The influence of different crosslinking agents onto the physical properties, integration behavior and immune response of collagen-based barrier membranes.

This study investigates the mechanical properties as well as in vitro and in vivo cyto- and biocompatibility of collagen membranes cross-linked with glutaraldehyde (GA), proanthocyanidins (PC), hexamethylendiisocyanate (HMDI) and 1-Ethyl-3-(3-dimethylaminopropyl) carbodiimide/N-hydroxysuccinimide (EC/NHS). A non-crosslinked membrane was used as reference control (RF).
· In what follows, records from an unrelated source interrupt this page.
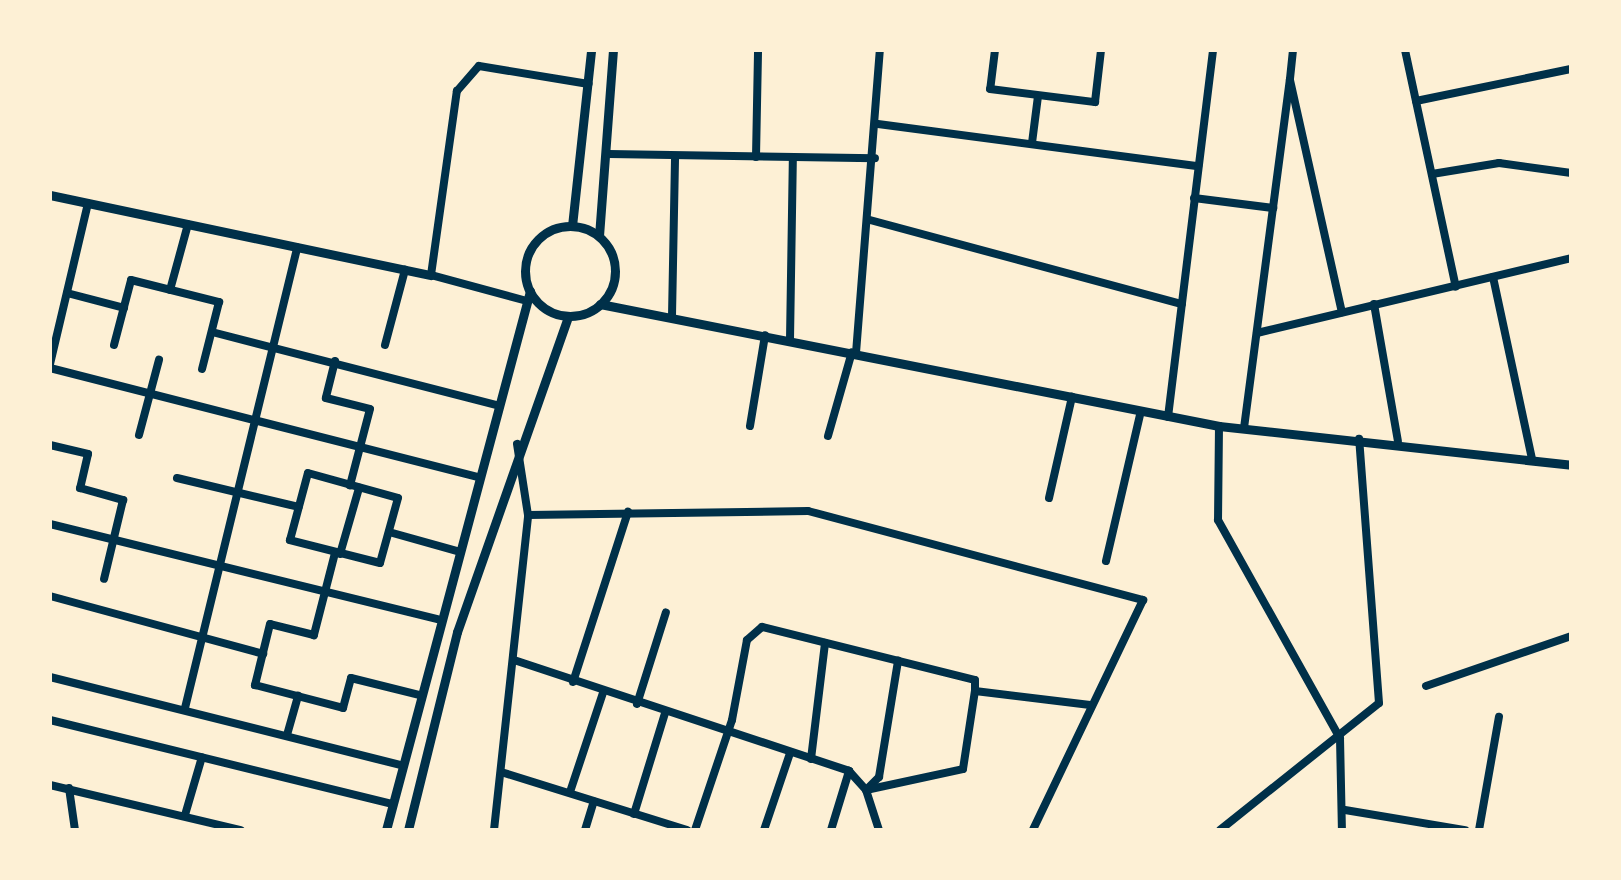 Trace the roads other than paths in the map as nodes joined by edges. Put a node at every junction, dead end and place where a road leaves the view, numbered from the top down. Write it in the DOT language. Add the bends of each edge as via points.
graph roads {
  1 [pos="591,50"];
  2 [pos="613,50"];
  3 [pos="758,50"];
  4 [pos="880,50"];
  5 [pos="995,50"];
  6 [pos="1101,50"];
  7 [pos="1213,50"];
  8 [pos="1293,50"];
  9 [pos="1405,50"];
  10 [pos="1571,69"];
  11 [pos="1290,80"];
  12 [pos="589,84"];
  13 [pos="1038,96"];
  14 [pos="1416,101"];
  15 [pos="878,124"];
  16 [pos="1032,143"];
  17 [pos="609,154"];
  18 [pos="675,156"];
  19 [pos="756,157"];
  20 [pos="793,158"];
  21 [pos="875,158"];
  22 [pos="1198,166"];
  23 [pos="1571,173"];
  24 [pos="1432,174"];
  25 [pos="50,195"];
  26 [pos="1194,198"];
  27 [pos="88,203"];
  28 [pos="1273,208"];
  29 [pos="870,220"];
  30 [pos="188,224"];
  31 [pos="572,226"];
  32 [pos="599,236"];
  33 [pos="297,247"];
  34 [pos="1571,258"];
  35 [pos="405,270"];
  36 [pos="431,275"];
  37 [pos="1493,277"];
  38 [pos="1456,287"];
  39 [pos="170,290"];
  40 [pos="67,293"];
  41 [pos="529,296"];
  42 [pos="600,304"];
  43 [pos="1182,304"];
  44 [pos="1374,304"];
  45 [pos="124,308"];
  46 [pos="1342,312"];
  47 [pos="568,316"];
  48 [pos="672,316"];
  49 [pos="212,332"];
  50 [pos="1257,333"];
  51 [pos="765,335"];
  52 [pos="790,340"];
  53 [pos="114,345"];
  54 [pos="385,345"];
  55 [pos="274,347"];
  56 [pos="854,352"];
  57 [pos="159,360"];
  58 [pos="335,361"];
  59 [pos="50,366"];
  60 [pos="202,369"];
  61 [pos="150,395"];
  62 [pos="1072,397"];
  63 [pos="497,405"];
  64 [pos="1141,411"];
  65 [pos="1168,417"];
  66 [pos="256,422"];
  67 [pos="750,426"];
  68 [pos="1219,426"];
  69 [pos="1244,428"];
  70 [pos="139,435"];
  71 [pos="828,436"];
  72 [pos="1359,438"];
  73 [pos="1398,441"];
  74 [pos="517,444"];
  75 [pos="50,445"];
  76 [pos="362,445"];
  77 [pos="1532,459"];
  78 [pos="1571,465"];
  79 [pos="478,477"];
  80 [pos="177,478"];
  81 [pos="355,486"];
  82 [pos="239,493"];
  83 [pos="1049,498"];
  84 [pos="299,507"];
  85 [pos="628,512"];
  86 [pos="528,515"];
  87 [pos="50,524"];
  88 [pos="389,532"];
  89 [pos="114,540"];
  90 [pos="457,551"];
  91 [pos="338,553"];
  92 [pos="1106,561"];
  93 [pos="221,566"];
  94 [pos="104,579"];
  95 [pos="325,592"];
  96 [pos="50,596"];
  97 [pos="666,612"];
  98 [pos="438,619"];
  99 [pos="1571,636"];
  100 [pos="203,638"];
  101 [pos="825,643"];
  102 [pos="263,654"];
  103 [pos="514,660"];
  104 [pos="898,661"];
  105 [pos="50,677"];
  106 [pos="573,682"];
  107 [pos="1426,686"];
  108 [pos="975,691"];
  109 [pos="603,693"];
  110 [pos="419,695"];
  111 [pos="298,696"];
  112 [pos="637,704"];
  113 [pos="1090,705"];
  114 [pos="185,708"];
  115 [pos="665,713"];
  116 [pos="1499,717"];
  117 [pos="50,720"];
  118 [pos="726,731"];
  119 [pos="287,735"];
  120 [pos="1340,738"];
  121 [pos="790,753"];
  122 [pos="202,757"];
  123 [pos="811,759"];
  124 [pos="401,765"];
  125 [pos="849,771"];
  126 [pos="501,772"];
  127 [pos="50,785"];
  128 [pos="69,788"];
  129 [pos="866,790"];
  130 [pos="570,792"];
  131 [pos="594,801"];
  132 [pos="392,804"];
  133 [pos="1345,810"];
  134 [pos="634,814"];
  135 [pos="185,815"];
  136 [pos="656,825"];
  137 [pos="236,829"];
  138 [pos="75,830"];
  139 [pos="386,830"];
  140 [pos="408,830"];
  141 [pos="494,830"];
  142 [pos="585,830"];
  143 [pos="687,830"];
  144 [pos="695,830"];
  145 [pos="764,830"];
  146 [pos="831,830"];
  147 [pos="879,830"];
  148 [pos="1033,830"];
  149 [pos="1220,830"];
  150 [pos="1342,830"];
  151 [pos="1465,830"];
  152 [pos="1479,830"];
  1 -- 12 [label="street"];
  2 -- 17 [label="street"];
  3 -- 19 [label="street"];
  4 -- 15 [label="street"];
  5 -- 13 [label="street" via="990,89"];
  6 -- 13 [label="street" via="1095,102"];
  7 -- 22 [label="street"];
  8 -- 11 [label="street"];
  9 -- 14 [label="street"];
  10 -- 14 [label="street"];
  11 -- 28 [label="street"];
  11 -- 46 [label="street"];
  12 -- 31 [label="street"];
  12 -- 36 [label="street" via="479,66 457,91"];
  13 -- 16 [label="street"];
  14 -- 24 [label="street"];
  15 -- 16 [label="street"];
  15 -- 21 [label="street"];
  16 -- 22 [label="street"];
  17 -- 18 [label="street"];
  17 -- 32 [label="street"];
  18 -- 19 [label="street"];
  18 -- 48 [label="street"];
  19 -- 20 [label="street"];
  20 -- 21 [label="street"];
  20 -- 52 [label="street"];
  21 -- 29 [label="street"];
  22 -- 26 [label="street"];
  23 -- 24 [label="street" via="1499,163"];
  24 -- 38 [label="street"];
  25 -- 27 [label="street"];
  26 -- 28 [label="street"];
  26 -- 43 [label="street"];
  27 -- 30 [label="street"];
  27 -- 40 [label="street"];
  28 -- 50 [label="street"];
  29 -- 43 [label="street"];
  29 -- 56 [label="street"];
  30 -- 33 [label="street"];
  30 -- 39 [label="street"];
  31 -- 32 [label="street"];
  31 -- 41 [label="street" via="546,232 529,252"];
  32 -- 42 [label="street" via="615,270"];
  33 -- 35 [label="street"];
  33 -- 55 [label="street"];
  34 -- 37 [label="street"];
  35 -- 36 [label="street"];
  35 -- 54 [label="street"];
  36 -- 41 [label="street"];
  37 -- 38 [label="street"];
  37 -- 77 [label="street"];
  38 -- 44 [label="street"];
  39 -- 45 [label="street" via="131,280"];
  39 -- 49 [label="street" via="219,302"];
  40 -- 45 [label="street"];
  40 -- 59 [label="street"];
  41 -- 47 [label="street" via="549,311"];
  41 -- 63 [label="street"];
  42 -- 47 [label="street"];
  42 -- 48 [label="street"];
  43 -- 65 [label="street"];
  44 -- 46 [label="street"];
  44 -- 73 [label="street"];
  45 -- 53 [label="street"];
  46 -- 50 [label="street"];
  47 -- 74 [label="street"];
  48 -- 51 [label="street"];
  49 -- 55 [label="street"];
  49 -- 60 [label="street"];
  50 -- 69 [label="street"];
  51 -- 52 [label="street"];
  51 -- 67 [label="street"];
  52 -- 56 [label="street"];
  55 -- 58 [label="street"];
  55 -- 66 [label="street"];
  56 -- 62 [label="street"];
  56 -- 71 [label="street"];
  57 -- 61 [label="street"];
  58 -- 63 [label="street"];
  58 -- 76 [label="street" via="326,398 370,409"];
  59 -- 61 [label="street"];
  61 -- 66 [label="street"];
  61 -- 70 [label="street"];
  62 -- 64 [label="street"];
  62 -- 83 [label="street"];
  63 -- 79 [label="street"];
  64 -- 65 [label="street"];
  64 -- 92 [label="street"];
  65 -- 68 [label="street"];
  66 -- 76 [label="street"];
  66 -- 82 [label="street"];
  68 -- 69 [label="street"];
  68 -- 120 [label="street" via="1218,520"];
  69 -- 72 [label="street"];
  72 -- 73 [label="street"];
  72 -- 120 [label="street" via="1379,703"];
  73 -- 77 [label="street"];
  74 -- 86 [label="street"];
  74 -- 140 [label="street" via="457,632"];
  75 -- 89 [label="street" via="88,454 80,488 123,500"];
  76 -- 79 [label="street"];
  76 -- 81 [label="street"];
  77 -- 78 [label="street"];
  79 -- 90 [label="street"];
  80 -- 82 [label="street"];
  81 -- 84 [label="street" via="308,473"];
  81 -- 88 [label="street" via="398,498"];
  81 -- 91 [label="street"];
  82 -- 84 [label="street"];
  82 -- 93 [label="street"];
  84 -- 91 [label="street" via="290,540"];
  85 -- 86 [label="street"];
  85 -- 106 [label="street"];
  85 -- 113 [label="street" via="808,511 1143,600"];
  86 -- 103 [label="street"];
  87 -- 89 [label="street"];
  88 -- 90 [label="street"];
  88 -- 91 [label="street" via="380,563"];
  89 -- 93 [label="street"];
  89 -- 94 [label="street"];
  90 -- 98 [label="street"];
  91 -- 95 [label="street"];
  93 -- 95 [label="street"];
  93 -- 100 [label="street"];
  95 -- 98 [label="street"];
  95 -- 102 [label="street" via="314,635 270,624"];
  96 -- 100 [label="street"];
  97 -- 112 [label="street"];
  98 -- 110 [label="street"];
  99 -- 107 [label="street"];
  100 -- 102 [label="street"];
  100 -- 114 [label="street"];
  101 -- 104 [label="street"];
  101 -- 118 [label="street" via="762,627 747,640"];
  101 -- 123 [label="street"];
  102 -- 111 [label="street" via="255,685"];
  103 -- 106 [label="street"];
  103 -- 126 [label="street"];
  104 -- 108 [label="street" via="975,680"];
  104 -- 129 [label="street" via="879,777"];
  105 -- 114 [label="street"];
  106 -- 109 [label="street"];
  108 -- 113 [label="street"];
  108 -- 129 [label="street" via="963,769"];
  109 -- 112 [label="street"];
  109 -- 130 [label="street"];
  110 -- 111 [label="street" via="351,678 343,708"];
  110 -- 124 [label="street"];
  111 -- 119 [label="street"];
  112 -- 115 [label="street"];
  113 -- 148 [label="street"];
  114 -- 119 [label="street"];
  115 -- 118 [label="street"];
  115 -- 134 [label="street"];
  116 -- 152 [label="street"];
  117 -- 122 [label="street"];
  118 -- 121 [label="street"];
  118 -- 144 [label="street"];
  119 -- 124 [label="street"];
  120 -- 133 [label="street"];
  120 -- 149 [label="street"];
  121 -- 123 [label="street"];
  121 -- 145 [label="street"];
  122 -- 132 [label="street"];
  122 -- 135 [label="street"];
  123 -- 125 [label="street"];
  124 -- 132 [label="street"];
  125 -- 129 [label="street"];
  125 -- 146 [label="street"];
  126 -- 130 [label="street"];
  126 -- 141 [label="street"];
  127 -- 128 [label="street"];
  128 -- 135 [label="street"];
  128 -- 138 [label="street"];
  129 -- 147 [label="street"];
  130 -- 131 [label="street"];
  131 -- 134 [label="street"];
  131 -- 142 [label="street"];
  132 -- 139 [label="street"];
  133 -- 150 [label="street"];
  133 -- 151 [label="street"];
  134 -- 136 [label="street"];
  135 -- 137 [label="street"];
  136 -- 143 [label="street"];
}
The initial in vitro cytotoxic analyses revealed that the PC, EC, and HMDI crosslinked membranes were cytocompatible, while the GA crosslinked membrane was cytotoxic and thus selected as positive control in the further in vivo study. Cross-linking enhances the tensile strength and collagenase resistance, effectively prolonging the membrane's standing time in vivo. Using (immune-) histochemistry and histomorphometrical analyses, the cellular inflammatory responses, tissue integration and vascularization patterns at 10-, 30-, and 90-day post-implantation in a subcutaneous implantation model in rats were analyzed. The PC membrane elicited the mildest inflammatory cell levels, akin to the RF membrane, while other groups induced an M1-dominated macrophage response and numerous multinucleated giant cells throughout the study period. EC membranes maintained structural stability up to 30 days post-implantation, similar to the GA group, whereas others collapsed prematurely. Concurrent with membrane collapse, transmembrane vascularization occurred across all groups. Histopathological and histomorphometry results reveal the intricate interplay of inflammatory cell populations in vascularization. These findings offer valuable insights into the pivotal role of cross-linkers in modulating mechanical properties and tissue responses of collagen membranes.